AIM OF THE TASK = For each line below that holds the word "canvas", make a copy.

INPUT DATA =
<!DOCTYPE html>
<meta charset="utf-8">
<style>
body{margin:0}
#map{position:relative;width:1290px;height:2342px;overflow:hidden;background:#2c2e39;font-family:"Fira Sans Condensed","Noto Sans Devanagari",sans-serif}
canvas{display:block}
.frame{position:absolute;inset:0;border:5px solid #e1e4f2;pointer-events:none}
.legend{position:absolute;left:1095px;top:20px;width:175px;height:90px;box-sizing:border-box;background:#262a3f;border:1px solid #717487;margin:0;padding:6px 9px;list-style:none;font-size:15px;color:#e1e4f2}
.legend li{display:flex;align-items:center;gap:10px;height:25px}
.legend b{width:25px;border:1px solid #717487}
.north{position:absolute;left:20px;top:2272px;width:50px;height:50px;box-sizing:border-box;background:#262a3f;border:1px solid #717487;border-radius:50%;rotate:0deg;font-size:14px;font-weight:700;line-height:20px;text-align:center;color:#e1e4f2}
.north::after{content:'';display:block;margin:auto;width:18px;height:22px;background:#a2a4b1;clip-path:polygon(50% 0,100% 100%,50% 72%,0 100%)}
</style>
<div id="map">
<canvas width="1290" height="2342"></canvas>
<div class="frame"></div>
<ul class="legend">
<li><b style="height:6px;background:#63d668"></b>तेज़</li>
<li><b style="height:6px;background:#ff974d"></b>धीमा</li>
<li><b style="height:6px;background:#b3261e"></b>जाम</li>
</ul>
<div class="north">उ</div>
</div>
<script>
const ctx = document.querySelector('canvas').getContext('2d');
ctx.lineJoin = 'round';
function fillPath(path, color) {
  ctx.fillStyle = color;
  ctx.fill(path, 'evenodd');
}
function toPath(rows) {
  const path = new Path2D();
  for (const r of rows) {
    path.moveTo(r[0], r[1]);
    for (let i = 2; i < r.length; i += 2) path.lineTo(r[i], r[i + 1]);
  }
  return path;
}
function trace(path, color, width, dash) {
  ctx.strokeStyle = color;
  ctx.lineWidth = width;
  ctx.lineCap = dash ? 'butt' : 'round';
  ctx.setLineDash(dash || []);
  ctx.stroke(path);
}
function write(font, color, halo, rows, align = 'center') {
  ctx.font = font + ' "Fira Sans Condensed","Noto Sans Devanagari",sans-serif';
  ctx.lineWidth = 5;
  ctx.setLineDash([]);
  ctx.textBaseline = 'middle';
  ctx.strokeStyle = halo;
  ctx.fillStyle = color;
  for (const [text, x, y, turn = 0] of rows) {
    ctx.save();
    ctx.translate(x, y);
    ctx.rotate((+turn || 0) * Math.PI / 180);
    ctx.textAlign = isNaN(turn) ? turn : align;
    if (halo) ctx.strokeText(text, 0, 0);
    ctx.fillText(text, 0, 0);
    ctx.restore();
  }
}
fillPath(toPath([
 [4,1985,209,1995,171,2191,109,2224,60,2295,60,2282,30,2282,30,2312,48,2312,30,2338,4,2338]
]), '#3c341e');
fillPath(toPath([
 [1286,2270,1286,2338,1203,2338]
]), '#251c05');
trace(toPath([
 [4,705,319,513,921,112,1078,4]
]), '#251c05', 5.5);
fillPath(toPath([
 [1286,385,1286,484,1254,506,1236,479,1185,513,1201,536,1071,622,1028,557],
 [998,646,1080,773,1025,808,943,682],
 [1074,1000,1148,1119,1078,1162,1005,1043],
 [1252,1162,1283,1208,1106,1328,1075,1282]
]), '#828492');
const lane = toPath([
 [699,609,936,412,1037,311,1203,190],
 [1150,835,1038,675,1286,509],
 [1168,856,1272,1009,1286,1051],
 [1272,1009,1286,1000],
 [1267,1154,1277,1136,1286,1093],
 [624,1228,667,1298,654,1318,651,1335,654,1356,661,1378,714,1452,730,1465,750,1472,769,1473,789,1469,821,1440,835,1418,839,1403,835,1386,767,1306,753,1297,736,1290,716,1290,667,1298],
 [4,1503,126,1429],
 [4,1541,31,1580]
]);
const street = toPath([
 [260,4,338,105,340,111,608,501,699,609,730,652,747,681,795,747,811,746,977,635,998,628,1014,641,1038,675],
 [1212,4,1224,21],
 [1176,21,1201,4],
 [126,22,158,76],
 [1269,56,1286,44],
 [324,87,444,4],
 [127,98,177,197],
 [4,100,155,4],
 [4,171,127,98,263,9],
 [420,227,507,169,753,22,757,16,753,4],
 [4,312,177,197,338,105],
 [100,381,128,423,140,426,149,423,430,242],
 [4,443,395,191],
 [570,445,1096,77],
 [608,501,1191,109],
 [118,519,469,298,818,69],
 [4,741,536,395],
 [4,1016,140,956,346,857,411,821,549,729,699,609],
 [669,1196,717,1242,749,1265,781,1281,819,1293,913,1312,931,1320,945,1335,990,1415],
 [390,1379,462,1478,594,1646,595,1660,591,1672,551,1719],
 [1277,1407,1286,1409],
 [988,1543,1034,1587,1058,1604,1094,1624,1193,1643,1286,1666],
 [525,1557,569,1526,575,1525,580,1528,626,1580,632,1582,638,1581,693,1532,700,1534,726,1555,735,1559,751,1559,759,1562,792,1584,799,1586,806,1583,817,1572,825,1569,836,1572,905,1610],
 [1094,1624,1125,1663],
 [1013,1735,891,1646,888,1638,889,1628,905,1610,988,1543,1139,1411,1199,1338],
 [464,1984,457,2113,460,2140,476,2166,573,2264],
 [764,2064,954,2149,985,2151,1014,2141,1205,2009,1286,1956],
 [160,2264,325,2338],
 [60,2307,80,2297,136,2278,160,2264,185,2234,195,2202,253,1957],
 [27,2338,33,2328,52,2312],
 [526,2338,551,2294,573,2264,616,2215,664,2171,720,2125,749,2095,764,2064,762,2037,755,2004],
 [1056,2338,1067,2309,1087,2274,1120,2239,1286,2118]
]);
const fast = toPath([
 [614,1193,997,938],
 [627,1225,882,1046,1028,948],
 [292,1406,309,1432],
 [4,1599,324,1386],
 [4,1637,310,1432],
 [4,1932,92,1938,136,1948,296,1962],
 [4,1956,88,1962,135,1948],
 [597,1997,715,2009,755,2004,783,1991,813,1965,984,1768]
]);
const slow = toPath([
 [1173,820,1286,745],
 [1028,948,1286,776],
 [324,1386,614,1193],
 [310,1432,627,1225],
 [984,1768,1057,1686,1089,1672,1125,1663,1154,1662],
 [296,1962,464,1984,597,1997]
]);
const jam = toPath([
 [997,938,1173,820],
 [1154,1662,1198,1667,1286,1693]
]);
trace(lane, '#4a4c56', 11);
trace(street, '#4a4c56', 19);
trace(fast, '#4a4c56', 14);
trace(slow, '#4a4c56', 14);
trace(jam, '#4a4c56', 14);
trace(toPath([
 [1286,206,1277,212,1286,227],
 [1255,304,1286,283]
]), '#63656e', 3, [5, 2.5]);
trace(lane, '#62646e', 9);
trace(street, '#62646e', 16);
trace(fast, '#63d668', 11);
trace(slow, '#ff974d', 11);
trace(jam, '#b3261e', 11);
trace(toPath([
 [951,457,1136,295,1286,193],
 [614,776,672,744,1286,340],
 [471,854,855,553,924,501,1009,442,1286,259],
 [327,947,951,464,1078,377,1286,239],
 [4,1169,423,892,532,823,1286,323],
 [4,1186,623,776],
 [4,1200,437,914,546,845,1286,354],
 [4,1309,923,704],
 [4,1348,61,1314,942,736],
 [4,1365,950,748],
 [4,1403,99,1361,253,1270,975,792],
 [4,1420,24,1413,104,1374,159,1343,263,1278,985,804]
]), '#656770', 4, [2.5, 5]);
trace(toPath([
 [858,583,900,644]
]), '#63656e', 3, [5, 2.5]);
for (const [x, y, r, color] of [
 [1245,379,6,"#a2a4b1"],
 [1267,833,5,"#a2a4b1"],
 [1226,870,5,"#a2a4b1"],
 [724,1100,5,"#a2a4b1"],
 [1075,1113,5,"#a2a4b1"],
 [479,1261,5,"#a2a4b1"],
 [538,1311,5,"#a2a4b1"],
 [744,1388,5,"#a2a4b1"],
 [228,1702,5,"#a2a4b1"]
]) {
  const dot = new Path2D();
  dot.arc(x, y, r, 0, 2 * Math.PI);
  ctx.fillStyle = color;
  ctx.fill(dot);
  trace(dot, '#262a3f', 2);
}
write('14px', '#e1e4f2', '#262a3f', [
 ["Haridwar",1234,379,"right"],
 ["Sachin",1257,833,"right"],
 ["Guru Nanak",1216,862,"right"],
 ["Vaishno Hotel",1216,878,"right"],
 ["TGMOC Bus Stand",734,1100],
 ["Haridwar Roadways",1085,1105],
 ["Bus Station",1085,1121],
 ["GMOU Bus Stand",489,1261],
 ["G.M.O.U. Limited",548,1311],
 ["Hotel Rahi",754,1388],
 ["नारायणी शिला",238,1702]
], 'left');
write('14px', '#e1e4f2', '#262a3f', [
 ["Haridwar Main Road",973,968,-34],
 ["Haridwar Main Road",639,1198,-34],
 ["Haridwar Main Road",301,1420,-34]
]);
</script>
--
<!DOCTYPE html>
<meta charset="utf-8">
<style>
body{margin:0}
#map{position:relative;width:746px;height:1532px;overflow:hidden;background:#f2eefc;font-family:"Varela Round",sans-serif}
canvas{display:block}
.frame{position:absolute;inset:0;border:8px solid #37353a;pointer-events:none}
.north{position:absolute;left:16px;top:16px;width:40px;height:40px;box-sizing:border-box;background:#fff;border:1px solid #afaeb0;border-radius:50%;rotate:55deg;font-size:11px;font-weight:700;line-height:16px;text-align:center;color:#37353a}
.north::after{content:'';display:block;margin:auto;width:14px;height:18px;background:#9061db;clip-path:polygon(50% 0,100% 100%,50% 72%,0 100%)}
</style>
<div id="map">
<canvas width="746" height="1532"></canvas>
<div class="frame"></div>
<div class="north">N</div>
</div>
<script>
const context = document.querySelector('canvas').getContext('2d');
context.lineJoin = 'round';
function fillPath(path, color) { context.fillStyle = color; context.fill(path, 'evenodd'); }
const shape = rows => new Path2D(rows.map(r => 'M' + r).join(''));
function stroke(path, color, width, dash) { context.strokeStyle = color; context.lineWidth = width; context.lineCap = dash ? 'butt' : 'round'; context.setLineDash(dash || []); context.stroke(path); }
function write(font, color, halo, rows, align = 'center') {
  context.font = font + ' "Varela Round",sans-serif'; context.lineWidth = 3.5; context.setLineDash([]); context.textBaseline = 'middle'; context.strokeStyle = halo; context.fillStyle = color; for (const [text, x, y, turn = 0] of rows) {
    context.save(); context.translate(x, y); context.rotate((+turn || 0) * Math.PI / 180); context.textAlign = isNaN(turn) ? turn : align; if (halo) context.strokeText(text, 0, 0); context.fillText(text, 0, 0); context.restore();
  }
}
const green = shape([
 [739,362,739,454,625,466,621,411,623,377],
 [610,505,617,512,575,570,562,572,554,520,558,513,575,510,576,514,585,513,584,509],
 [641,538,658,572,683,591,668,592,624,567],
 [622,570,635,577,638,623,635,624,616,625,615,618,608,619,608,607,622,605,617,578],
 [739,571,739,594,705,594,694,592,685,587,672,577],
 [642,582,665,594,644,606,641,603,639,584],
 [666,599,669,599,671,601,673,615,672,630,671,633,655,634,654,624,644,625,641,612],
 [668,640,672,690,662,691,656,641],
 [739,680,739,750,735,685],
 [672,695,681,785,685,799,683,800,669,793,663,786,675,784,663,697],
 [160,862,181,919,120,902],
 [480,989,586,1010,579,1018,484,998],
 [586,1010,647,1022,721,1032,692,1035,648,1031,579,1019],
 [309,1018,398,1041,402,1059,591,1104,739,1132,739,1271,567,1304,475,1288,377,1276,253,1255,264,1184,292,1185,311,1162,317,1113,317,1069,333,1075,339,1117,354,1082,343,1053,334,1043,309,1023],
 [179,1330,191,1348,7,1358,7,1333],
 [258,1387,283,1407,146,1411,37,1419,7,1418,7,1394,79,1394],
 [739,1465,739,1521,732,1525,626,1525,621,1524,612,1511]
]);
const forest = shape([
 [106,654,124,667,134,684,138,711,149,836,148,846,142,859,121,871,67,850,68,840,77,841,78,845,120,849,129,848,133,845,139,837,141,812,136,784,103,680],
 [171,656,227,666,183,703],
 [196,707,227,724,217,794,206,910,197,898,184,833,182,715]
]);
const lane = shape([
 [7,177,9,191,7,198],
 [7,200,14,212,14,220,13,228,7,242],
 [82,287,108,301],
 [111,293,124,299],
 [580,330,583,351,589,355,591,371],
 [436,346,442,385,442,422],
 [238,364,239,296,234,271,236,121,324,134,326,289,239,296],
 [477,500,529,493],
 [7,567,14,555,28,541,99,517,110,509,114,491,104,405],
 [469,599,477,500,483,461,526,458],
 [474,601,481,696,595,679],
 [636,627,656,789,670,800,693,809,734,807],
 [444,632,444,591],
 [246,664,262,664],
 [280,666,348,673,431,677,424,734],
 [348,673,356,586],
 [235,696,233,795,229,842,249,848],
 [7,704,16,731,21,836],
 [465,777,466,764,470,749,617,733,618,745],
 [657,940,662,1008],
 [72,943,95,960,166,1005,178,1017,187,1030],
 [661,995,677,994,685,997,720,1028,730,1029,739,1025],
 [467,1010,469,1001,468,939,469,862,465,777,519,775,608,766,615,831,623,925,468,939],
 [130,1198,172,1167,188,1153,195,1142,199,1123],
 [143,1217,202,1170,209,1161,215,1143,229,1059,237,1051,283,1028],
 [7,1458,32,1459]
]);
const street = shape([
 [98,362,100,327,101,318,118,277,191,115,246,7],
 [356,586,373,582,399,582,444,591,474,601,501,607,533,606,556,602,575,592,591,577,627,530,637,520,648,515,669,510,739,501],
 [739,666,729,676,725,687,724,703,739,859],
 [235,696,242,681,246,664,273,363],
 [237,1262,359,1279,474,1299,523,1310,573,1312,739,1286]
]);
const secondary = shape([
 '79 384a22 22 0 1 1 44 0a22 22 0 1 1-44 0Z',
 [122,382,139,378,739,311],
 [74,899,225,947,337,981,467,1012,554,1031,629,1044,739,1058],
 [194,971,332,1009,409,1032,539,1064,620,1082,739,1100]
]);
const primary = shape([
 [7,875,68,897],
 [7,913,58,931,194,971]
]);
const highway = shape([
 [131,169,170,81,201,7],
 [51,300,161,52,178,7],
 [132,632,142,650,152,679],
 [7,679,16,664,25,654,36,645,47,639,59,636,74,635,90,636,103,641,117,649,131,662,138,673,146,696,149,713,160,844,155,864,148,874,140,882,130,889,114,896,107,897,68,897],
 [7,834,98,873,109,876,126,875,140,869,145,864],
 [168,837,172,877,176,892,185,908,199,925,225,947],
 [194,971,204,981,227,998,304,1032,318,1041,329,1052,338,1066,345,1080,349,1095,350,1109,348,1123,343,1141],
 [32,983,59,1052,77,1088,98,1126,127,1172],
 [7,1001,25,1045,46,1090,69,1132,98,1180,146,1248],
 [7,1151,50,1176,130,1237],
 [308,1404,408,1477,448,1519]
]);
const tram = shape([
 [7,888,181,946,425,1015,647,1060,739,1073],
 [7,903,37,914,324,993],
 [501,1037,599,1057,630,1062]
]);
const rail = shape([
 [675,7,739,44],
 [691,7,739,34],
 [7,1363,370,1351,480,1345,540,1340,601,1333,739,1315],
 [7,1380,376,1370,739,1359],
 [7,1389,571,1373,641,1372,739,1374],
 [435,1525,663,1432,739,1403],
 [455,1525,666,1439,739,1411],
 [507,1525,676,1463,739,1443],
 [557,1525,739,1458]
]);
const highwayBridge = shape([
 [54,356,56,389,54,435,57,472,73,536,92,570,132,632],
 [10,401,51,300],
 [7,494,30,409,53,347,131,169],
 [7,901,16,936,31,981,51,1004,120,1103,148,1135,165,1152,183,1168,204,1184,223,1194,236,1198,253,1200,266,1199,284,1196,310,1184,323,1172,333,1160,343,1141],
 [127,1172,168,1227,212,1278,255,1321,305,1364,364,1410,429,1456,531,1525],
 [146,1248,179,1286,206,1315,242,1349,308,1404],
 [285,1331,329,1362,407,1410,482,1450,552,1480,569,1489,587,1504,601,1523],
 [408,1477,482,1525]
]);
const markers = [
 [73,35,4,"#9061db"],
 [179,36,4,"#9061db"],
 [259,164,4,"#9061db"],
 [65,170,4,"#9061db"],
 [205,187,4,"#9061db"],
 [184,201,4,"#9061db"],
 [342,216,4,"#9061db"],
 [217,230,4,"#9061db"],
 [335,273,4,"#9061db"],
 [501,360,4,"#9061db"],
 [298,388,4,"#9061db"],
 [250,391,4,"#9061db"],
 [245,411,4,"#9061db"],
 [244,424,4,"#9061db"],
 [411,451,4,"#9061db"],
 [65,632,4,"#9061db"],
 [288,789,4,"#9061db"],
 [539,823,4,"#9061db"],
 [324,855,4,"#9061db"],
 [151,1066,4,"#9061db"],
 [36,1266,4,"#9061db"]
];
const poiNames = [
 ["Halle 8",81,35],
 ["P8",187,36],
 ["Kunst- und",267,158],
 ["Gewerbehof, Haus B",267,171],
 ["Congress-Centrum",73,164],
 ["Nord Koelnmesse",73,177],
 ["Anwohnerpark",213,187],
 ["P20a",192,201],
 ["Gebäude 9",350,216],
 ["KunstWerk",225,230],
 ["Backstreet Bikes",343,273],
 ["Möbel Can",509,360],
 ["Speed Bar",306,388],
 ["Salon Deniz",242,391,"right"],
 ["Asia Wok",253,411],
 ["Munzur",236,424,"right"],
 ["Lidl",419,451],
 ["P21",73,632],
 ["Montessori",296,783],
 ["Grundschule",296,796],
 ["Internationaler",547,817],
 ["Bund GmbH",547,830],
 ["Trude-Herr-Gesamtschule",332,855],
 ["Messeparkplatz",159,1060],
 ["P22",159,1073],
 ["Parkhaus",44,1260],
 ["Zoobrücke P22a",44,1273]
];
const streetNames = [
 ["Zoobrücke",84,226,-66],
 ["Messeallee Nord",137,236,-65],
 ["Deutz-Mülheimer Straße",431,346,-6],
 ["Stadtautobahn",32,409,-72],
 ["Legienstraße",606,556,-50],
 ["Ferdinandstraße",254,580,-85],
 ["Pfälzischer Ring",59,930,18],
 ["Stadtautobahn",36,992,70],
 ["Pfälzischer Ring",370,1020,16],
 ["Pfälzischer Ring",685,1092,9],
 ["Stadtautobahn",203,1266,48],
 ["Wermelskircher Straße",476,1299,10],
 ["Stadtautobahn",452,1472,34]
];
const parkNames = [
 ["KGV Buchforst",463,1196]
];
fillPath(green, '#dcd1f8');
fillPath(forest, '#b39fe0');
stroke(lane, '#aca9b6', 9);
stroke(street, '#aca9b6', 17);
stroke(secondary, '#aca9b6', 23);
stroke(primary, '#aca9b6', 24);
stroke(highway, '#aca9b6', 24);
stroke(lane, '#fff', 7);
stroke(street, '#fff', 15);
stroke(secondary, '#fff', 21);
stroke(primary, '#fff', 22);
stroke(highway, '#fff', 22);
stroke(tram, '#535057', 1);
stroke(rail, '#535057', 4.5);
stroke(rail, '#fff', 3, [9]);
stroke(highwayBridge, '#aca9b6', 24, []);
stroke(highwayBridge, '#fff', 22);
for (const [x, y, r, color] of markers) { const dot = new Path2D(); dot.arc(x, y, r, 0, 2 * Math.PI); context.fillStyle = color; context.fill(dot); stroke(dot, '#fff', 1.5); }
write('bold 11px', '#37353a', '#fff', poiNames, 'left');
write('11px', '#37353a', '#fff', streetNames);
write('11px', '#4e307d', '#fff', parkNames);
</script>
...
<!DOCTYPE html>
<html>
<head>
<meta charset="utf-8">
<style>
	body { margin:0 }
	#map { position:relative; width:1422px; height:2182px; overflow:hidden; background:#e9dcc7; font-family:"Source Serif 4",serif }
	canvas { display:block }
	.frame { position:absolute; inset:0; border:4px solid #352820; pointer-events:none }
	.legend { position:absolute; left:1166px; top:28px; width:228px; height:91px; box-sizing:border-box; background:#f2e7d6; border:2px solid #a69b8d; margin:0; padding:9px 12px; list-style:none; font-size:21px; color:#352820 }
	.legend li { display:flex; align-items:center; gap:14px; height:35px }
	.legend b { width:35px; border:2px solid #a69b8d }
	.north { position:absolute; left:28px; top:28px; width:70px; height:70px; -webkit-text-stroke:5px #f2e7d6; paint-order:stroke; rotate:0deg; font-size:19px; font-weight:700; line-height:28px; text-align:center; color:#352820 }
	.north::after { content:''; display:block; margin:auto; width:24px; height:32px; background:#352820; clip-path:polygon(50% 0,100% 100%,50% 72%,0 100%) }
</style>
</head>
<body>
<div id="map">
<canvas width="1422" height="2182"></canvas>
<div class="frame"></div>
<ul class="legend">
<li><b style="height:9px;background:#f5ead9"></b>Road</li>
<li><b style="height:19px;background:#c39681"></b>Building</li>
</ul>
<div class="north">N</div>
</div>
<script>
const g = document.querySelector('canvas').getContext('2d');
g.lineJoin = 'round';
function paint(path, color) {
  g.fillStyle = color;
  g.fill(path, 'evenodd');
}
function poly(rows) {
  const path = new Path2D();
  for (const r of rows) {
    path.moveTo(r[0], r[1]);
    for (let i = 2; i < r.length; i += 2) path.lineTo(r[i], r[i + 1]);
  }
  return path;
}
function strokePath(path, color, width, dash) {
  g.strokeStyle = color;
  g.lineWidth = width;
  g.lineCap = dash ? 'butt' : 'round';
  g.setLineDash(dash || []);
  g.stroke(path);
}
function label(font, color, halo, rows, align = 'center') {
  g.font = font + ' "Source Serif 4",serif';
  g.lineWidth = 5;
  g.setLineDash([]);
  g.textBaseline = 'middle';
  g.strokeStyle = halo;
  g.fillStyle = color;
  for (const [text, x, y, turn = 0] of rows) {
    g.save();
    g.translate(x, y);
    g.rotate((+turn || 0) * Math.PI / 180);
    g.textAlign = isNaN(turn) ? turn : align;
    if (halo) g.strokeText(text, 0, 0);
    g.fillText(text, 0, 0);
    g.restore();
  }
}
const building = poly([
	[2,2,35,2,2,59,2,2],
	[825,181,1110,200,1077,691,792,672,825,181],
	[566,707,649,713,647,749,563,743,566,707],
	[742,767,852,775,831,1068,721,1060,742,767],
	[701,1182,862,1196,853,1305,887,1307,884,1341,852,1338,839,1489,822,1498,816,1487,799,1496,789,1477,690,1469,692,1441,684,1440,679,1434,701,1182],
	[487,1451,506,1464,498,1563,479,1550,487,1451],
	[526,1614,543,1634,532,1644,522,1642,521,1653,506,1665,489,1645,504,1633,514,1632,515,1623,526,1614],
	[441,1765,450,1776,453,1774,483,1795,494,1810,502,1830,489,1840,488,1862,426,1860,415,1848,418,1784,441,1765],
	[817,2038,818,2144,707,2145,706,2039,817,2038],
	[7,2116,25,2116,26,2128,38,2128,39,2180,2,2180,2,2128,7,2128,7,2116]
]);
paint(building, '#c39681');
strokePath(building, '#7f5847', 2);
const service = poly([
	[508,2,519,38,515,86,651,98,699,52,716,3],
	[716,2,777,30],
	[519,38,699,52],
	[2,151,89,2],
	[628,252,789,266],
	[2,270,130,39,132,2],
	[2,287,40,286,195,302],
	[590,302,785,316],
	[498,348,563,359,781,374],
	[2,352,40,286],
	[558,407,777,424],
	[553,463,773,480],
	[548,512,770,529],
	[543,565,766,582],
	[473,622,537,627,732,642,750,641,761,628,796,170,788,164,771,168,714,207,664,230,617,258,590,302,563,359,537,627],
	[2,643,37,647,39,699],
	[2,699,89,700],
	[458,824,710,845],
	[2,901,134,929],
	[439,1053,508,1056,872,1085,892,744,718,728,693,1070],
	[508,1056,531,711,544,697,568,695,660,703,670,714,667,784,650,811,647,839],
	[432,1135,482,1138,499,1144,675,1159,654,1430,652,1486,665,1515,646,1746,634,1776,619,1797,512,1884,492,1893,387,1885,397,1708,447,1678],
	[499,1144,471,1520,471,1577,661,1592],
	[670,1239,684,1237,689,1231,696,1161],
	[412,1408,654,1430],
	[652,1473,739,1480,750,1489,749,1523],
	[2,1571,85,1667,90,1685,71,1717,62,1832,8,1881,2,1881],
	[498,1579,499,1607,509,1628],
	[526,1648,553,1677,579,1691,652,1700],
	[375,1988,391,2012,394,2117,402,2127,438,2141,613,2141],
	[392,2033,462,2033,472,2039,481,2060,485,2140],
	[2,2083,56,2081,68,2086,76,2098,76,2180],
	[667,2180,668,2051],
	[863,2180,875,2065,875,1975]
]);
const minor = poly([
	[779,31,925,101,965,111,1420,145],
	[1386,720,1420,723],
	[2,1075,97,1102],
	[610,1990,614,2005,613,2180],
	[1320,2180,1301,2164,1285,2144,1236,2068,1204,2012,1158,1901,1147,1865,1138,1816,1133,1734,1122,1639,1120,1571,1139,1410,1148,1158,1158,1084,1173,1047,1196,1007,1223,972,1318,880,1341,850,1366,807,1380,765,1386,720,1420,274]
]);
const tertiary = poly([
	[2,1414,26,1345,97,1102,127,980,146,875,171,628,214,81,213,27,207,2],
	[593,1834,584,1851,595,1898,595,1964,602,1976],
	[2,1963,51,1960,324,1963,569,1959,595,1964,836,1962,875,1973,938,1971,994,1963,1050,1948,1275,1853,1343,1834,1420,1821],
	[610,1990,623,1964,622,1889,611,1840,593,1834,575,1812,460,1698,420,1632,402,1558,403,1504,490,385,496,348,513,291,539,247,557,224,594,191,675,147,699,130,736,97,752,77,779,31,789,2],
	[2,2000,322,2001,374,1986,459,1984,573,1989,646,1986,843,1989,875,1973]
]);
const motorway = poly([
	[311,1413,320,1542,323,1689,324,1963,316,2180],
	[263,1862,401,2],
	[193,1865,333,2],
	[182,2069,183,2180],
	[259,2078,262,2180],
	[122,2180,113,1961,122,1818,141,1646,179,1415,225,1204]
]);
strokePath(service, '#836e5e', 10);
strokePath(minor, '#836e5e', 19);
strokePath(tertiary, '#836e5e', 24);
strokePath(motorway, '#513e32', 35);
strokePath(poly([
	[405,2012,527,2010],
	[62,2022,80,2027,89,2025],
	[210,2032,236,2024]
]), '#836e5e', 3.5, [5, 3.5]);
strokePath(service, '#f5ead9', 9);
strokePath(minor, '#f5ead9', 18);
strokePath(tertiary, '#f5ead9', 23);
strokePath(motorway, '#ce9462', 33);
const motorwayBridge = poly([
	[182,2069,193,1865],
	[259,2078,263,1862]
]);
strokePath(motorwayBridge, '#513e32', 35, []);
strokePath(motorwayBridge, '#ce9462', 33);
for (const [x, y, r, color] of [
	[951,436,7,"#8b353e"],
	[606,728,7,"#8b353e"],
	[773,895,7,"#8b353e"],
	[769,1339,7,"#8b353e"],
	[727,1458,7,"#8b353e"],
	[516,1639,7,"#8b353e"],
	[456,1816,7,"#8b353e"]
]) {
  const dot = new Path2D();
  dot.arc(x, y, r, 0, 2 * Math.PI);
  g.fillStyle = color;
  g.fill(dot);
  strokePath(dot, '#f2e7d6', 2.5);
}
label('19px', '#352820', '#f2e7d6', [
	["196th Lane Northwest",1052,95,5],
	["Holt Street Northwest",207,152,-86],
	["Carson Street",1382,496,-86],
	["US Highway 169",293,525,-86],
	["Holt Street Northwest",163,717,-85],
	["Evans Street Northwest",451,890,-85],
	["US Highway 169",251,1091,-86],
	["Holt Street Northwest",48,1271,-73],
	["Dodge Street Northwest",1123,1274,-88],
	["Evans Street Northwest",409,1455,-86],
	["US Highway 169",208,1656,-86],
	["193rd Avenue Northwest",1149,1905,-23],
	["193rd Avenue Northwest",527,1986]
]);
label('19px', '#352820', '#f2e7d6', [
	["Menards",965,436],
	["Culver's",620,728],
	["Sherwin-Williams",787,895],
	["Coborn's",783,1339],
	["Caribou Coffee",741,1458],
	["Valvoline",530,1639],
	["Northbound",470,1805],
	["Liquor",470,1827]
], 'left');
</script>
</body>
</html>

SOLUTION FOR THIS EXERCISE =
canvas{display:block}
<canvas width="1290" height="2342"></canvas>
const ctx = document.querySelector('canvas').getContext('2d');
canvas{display:block}
<canvas width="746" height="1532"></canvas>
const context = document.querySelector('canvas').getContext('2d');
	canvas { display:block }
<canvas width="1422" height="2182"></canvas>
const g = document.querySelector('canvas').getContext('2d');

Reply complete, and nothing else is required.